The administration said the ban will take about three years to implement, but could be done earlier if proper conditions prevail.

The move comes as a response to a proposal by 30 National People's Congress deputies who called for shark fin to be taken off the menu at official banquets, saying up to 100 million sharks are killed for their fins every year, with 44 species of shark listed in China as endangered or facing extinction.

According to one report, over 95% of the annual harvest of shark fin worldwide is consumed on the Chinese mainland, Hong Kong and Taiwan.

NPC deputy Guo Guangchang, believes that the expensive delicacy may actually harm your health.

"It's difficult for the human body to absorb the nutrient in shark fin, plus there are excessive levels of lead and mercury in it," he told Global Times.

The news comes at the peak of a massive public awareness campaign in China by conservation organisation WildAid, to "Say No to Shark Fin Soup".

Peter Knights, Executive Director of WildAid, says, "With this public commitment, China has emerged as a leader in shark conservation and has the potential to stabilise shark populations and maintain the health of our oceans.
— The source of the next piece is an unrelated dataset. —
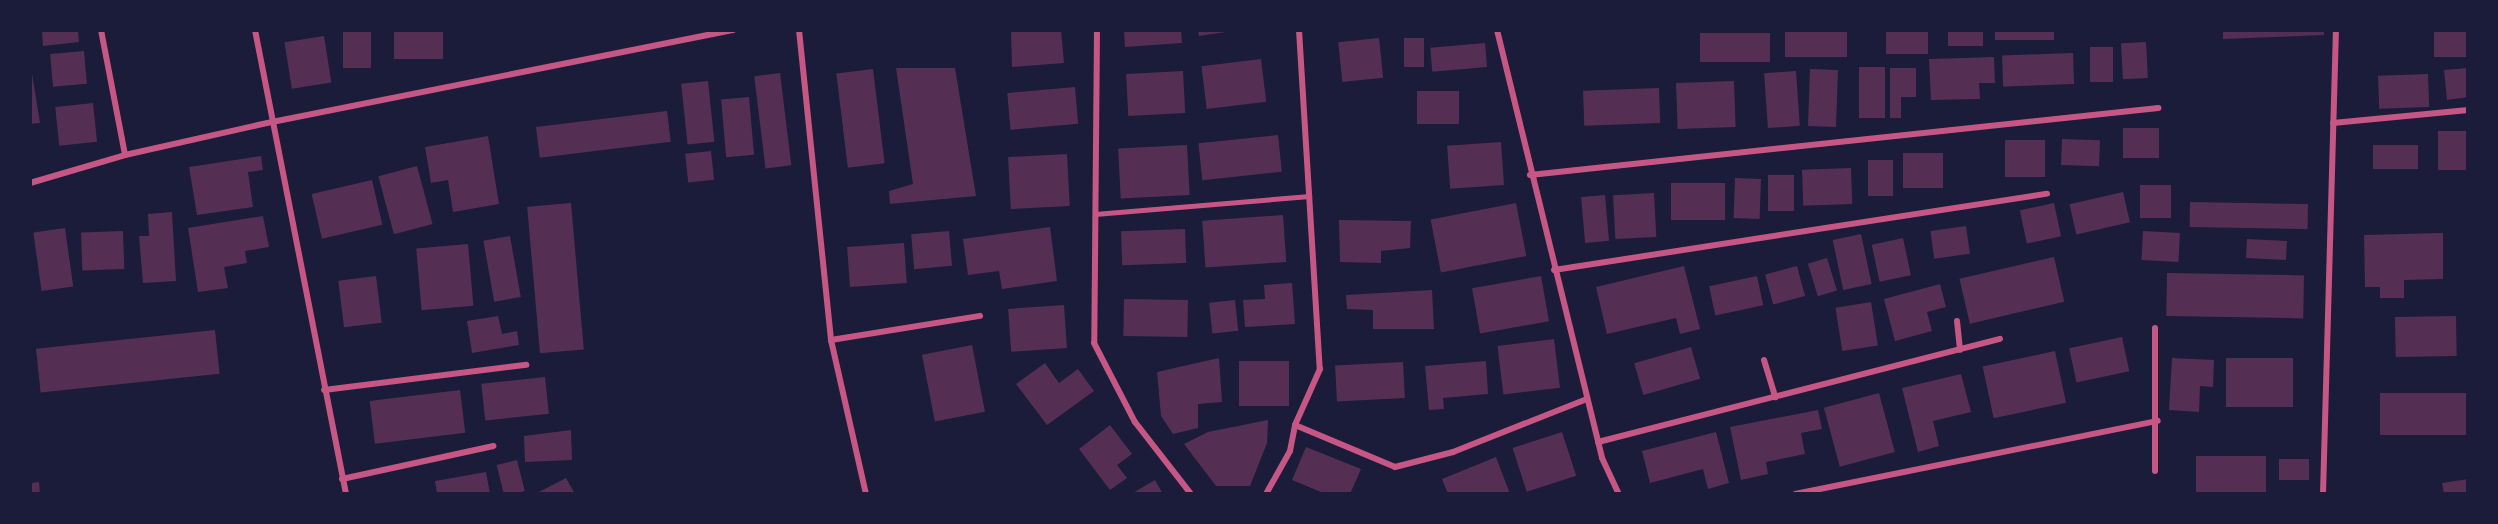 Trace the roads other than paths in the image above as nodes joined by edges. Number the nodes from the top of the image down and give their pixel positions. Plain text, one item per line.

A ban on all shark fin imports to China that cannot be clearly proven to be sustainably and humanely fished would be the logical next step to achieve this."

There is a growing movement to protect sharks around the world. This week in the US, Illinois has joined Hawaii, Washington, Oregon, and California in banning the sale, trade, possession, and distribution of shark fin products.

In Canada, the first municipal shark fin ban took effect on June 30 in Mississuaga. Ten municipalities to date, including Toronto, have voted to ban the sale and consumption of shark fin products.